Old-master paintings are now conspicuous among the array of Christmas cards. Museums and galleries vigorously market cards based on their holdings of Madonnas, adorations and winter landscapes. Probably no 'secular' subject is more popular than Pieter Bruegel's great vista of Winter (1565), often called Hunters in the Snow.

The painting shows the hunters, one bearing the meagre corpse of a fox, trudging heavily across the top of a wooded hill accompanied by weary dogs, all silhouetted against the stark snow. Below, in panoramic array, a landscape unfolds, marked indelibly by human presence and the ordering activity of irrigation and agriculture.

Pieter Bruegel's wintry scene is testament to his scientific observation of light and geographical features. Credit: PHOTO SCALA, FLORENCE/KUNSTHISTORISCHES MUS., VIENNA

To the left, peasants bring bundles of faggots to a blazing fire outside an inn. The inn sign — “This is the Hart” — hangs askew. It depicts, schematically, St Hubert witnessing his vision of the crucified Christ between the antlers of a stag. Diminutive figures of skaters, curlers and spinners of tops play on the frozen ponds. Black birds punctuate the gloomy skies.

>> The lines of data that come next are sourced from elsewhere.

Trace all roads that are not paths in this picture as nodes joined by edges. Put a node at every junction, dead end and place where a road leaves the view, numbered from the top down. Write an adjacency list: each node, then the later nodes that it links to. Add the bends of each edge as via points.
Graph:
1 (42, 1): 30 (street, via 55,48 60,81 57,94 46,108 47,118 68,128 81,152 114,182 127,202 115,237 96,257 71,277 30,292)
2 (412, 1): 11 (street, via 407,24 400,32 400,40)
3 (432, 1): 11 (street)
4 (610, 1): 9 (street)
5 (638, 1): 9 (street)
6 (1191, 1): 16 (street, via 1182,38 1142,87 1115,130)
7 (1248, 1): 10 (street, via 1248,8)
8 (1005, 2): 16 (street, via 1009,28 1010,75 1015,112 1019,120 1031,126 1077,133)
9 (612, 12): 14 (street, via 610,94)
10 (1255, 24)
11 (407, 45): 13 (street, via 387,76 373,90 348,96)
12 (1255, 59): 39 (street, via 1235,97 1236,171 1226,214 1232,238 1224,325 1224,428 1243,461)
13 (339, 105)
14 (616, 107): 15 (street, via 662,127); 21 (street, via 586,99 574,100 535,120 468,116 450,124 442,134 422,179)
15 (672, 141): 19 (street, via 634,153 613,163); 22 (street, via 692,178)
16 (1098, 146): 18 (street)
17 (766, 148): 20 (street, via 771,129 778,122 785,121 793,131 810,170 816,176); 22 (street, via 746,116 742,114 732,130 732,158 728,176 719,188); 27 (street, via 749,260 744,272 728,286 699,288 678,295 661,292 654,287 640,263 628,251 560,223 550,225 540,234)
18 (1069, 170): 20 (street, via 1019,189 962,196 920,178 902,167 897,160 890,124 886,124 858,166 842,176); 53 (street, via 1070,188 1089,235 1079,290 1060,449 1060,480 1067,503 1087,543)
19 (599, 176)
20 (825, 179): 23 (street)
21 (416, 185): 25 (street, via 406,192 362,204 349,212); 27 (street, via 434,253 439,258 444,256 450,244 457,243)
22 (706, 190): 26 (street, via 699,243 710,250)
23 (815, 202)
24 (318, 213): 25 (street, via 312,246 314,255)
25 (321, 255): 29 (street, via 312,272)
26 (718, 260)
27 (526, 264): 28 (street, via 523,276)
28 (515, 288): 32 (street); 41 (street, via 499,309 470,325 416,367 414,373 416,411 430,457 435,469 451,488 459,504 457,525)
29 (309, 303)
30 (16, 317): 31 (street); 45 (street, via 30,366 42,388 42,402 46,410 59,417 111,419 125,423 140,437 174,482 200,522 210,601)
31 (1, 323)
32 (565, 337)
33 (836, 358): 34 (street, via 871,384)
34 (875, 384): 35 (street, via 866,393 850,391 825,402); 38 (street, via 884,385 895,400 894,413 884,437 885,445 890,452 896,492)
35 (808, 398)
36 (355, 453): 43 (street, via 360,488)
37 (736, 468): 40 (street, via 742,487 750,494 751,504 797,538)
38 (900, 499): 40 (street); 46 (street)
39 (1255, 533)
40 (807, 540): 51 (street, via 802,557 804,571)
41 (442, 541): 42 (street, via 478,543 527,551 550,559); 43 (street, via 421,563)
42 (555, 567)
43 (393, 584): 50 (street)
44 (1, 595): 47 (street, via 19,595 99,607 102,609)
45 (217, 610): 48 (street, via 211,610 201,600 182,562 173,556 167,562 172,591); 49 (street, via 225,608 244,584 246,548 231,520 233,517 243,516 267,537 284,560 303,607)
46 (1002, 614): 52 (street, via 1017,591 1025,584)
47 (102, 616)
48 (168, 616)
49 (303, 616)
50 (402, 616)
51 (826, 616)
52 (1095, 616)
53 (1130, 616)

This was a new kind of picture, a new way of looking at Earth and its inhabitants. Fascinatingly, one of Bruegel's great friends was the geographer Abraham Ortelius, whose famous maps disseminated the Renaissance cartographers' new ways of envisaging the world. Ortelius's 1573 epitaph for Bruegel, written four years after the painter's death, leaves us in no doubt about his opinion: “No one except through envy, jealousy or ignorance of that art will ever deny that Peter Bruegel was the most perfect painter of this century.” Ortelius suggests that Bruegel's untimely death might be attributed to “Nature's fear that his ingenious artifice in imitation would bring her into contempt”.

Ortelius and Bruegel were in related branches of a Ptolemaic project. Ptolemy distinguished between geography and chorography in the second century. The former was concerned with “the mapping of countries”, the latter with “smaller divisions”. Geography, by analogy, is “concerned with the depiction of the entire head”, whereas chorography involves itself with “individual features, such as an eye or ear”. Bruegel is the great master of the facial features that characterize Earth.

Bruegel is profoundly involved in acts of articulate seeing. He has perfectly captured the way that the glare of the snow suppresses much of the internal detail of colour and surface modelling that normally characterize his peopled landscapes. Medieval optical science stressed that strong brightness and deep darkness distorted perception, as they lay outside the “range of moderateness”.

He has meticulously registered what happens as the medieval “species” (images) weaken on their journey through the air. The detail visible in the twiggy trees is systematically graded according to the distance from the viewer's eye. Atmosphere progressively leaches out colour and veils the extreme distance. The silhouetted manikins lose the definition of their limbs as they move farther away. Remarkably, Bruegel notes that the dark reflections below the figures on the ice do not begin exactly at their feet, but are separated by a thin layer of sheen.

These are just the kind of effects mastered by Ibn-al-Haytham, the great student of optics in eleventh-century Egypt. Leonardo da Vinci's writings on the optical effects of glare, shine, contrast, motion, distance and atmosphere depend on the tradition established byal-Haytham. We know little about Bruegel's intellectual engagements, but he had been to Italy and had undoubtedly encountered theorizing artists who sought a science of seeing in pictures. His paintings themselves testify that his profound and systematic observations of light in nature were no less intense than Leonardo's.

Ortelius, for his part, was no simple map maker. His great atlas, Theatrum Orbis Terrarum (Theatre of the Globe of the World, 1570), was deeply concerned with historical, economic and social geography. He used evidence of early maps to chart the biblical lands and historic journeys. He critically collated historical accounts, not least by the great classical writers, of the characters of the lands and their peoples, comparing them to modern observations.

Of the Dutch themselves, he immodestly claims that “as long as anyone respects their homely and plain manners, there is no nation more prone to be civil, courteous and humane, or one in which you will find less cruelty, bad temper or strictness; they are good-natured, plain, devoid of all treachery and guile, and not inclined to notorious vices”.

Bruegel brings his analytical eye to bear on his magnificent portraits of the land and its inhabitants. Ortelius brings maps into the orbit of the great historical story of Earth and its peoples. Their friendship clearly went beyond compatible personalities and respect for each other's professional skills. They shared ways of conveying the human condition.